◆ **Recorded information**:
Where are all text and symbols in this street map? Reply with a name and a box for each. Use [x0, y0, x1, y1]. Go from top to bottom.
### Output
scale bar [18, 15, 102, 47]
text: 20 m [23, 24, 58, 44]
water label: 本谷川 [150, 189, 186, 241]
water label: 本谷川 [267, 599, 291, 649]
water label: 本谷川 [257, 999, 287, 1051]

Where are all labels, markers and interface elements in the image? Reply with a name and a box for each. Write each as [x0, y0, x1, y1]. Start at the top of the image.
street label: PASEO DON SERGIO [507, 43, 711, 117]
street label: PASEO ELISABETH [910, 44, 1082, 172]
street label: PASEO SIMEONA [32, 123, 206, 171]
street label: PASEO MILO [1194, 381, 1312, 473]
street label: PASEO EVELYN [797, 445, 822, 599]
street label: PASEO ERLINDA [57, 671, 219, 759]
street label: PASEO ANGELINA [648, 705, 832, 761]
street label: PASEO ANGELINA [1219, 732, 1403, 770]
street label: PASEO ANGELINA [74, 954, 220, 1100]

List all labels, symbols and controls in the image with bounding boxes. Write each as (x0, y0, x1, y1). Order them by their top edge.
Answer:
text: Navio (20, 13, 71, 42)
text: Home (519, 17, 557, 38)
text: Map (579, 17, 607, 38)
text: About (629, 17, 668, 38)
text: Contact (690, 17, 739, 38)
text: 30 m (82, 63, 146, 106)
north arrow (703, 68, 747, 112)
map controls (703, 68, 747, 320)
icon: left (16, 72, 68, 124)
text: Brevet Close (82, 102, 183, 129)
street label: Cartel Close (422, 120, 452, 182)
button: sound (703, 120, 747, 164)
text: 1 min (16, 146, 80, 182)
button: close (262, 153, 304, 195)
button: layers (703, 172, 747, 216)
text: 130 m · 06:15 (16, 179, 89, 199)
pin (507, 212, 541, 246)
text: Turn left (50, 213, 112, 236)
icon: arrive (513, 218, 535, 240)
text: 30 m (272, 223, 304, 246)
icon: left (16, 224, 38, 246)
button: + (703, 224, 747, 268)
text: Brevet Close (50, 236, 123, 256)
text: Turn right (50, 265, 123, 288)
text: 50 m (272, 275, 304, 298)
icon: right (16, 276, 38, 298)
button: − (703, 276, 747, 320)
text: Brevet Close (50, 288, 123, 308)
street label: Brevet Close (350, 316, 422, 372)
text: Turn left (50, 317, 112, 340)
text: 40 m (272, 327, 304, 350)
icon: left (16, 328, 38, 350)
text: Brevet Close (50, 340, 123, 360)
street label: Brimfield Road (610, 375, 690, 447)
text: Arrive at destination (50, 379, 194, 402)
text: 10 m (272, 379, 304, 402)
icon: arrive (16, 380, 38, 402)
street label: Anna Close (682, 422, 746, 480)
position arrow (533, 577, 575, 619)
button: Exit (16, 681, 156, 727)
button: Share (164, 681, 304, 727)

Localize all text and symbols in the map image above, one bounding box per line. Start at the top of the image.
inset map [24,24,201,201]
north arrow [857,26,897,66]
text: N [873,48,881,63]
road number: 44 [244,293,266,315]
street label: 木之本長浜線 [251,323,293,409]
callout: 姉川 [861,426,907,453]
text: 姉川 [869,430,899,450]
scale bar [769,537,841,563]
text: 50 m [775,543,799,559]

◆ **Aim of the task**:
Restate each entry above word for word.

◆ **Completed exercise**:
Where are all text and symbols in this street map? Reply with a name and a box for each. Use [x0, y0, x1, y1]. Go from top to bottom.
### Output
scale bar [18, 15, 102, 47]
text: 20 m [23, 24, 58, 44]
water label: 本谷川 [150, 189, 186, 241]
water label: 本谷川 [267, 599, 291, 649]
water label: 本谷川 [257, 999, 287, 1051]

Where are all labels, markers and interface elements in the image? Reply with a name and a box for each. Write each as [x0, y0, x1, y1]. Start at the top of the image.
street label: PASEO DON SERGIO [507, 43, 711, 117]
street label: PASEO ELISABETH [910, 44, 1082, 172]
street label: PASEO SIMEONA [32, 123, 206, 171]
street label: PASEO MILO [1194, 381, 1312, 473]
street label: PASEO EVELYN [797, 445, 822, 599]
street label: PASEO ERLINDA [57, 671, 219, 759]
street label: PASEO ANGELINA [648, 705, 832, 761]
street label: PASEO ANGELINA [1219, 732, 1403, 770]
street label: PASEO ANGELINA [74, 954, 220, 1100]

List all labels, symbols and controls in the image with bounding boxes. Write each as (x0, y0, x1, y1). Order them by their top edge.
Answer:
text: Navio (20, 13, 71, 42)
text: Home (519, 17, 557, 38)
text: Map (579, 17, 607, 38)
text: About (629, 17, 668, 38)
text: Contact (690, 17, 739, 38)
text: 30 m (82, 63, 146, 106)
north arrow (703, 68, 747, 112)
map controls (703, 68, 747, 320)
icon: left (16, 72, 68, 124)
text: Brevet Close (82, 102, 183, 129)
street label: Cartel Close (422, 120, 452, 182)
button: sound (703, 120, 747, 164)
text: 1 min (16, 146, 80, 182)
button: close (262, 153, 304, 195)
button: layers (703, 172, 747, 216)
text: 130 m · 06:15 (16, 179, 89, 199)
pin (507, 212, 541, 246)
text: Turn left (50, 213, 112, 236)
icon: arrive (513, 218, 535, 240)
text: 30 m (272, 223, 304, 246)
icon: left (16, 224, 38, 246)
button: + (703, 224, 747, 268)
text: Brevet Close (50, 236, 123, 256)
text: Turn right (50, 265, 123, 288)
text: 50 m (272, 275, 304, 298)
icon: right (16, 276, 38, 298)
button: − (703, 276, 747, 320)
text: Brevet Close (50, 288, 123, 308)
street label: Brevet Close (350, 316, 422, 372)
text: Turn left (50, 317, 112, 340)
text: 40 m (272, 327, 304, 350)
icon: left (16, 328, 38, 350)
text: Brevet Close (50, 340, 123, 360)
street label: Brimfield Road (610, 375, 690, 447)
text: Arrive at destination (50, 379, 194, 402)
text: 10 m (272, 379, 304, 402)
icon: arrive (16, 380, 38, 402)
street label: Anna Close (682, 422, 746, 480)
position arrow (533, 577, 575, 619)
button: Exit (16, 681, 156, 727)
button: Share (164, 681, 304, 727)

Localize all text and symbols in the map image above, one bounding box per line. Start at the top of the image.
inset map [24,24,201,201]
north arrow [857,26,897,66]
text: N [873,48,881,63]
road number: 44 [244,293,266,315]
street label: 木之本長浜線 [251,323,293,409]
callout: 姉川 [861,426,907,453]
text: 姉川 [869,430,899,450]
scale bar [769,537,841,563]
text: 50 m [775,543,799,559]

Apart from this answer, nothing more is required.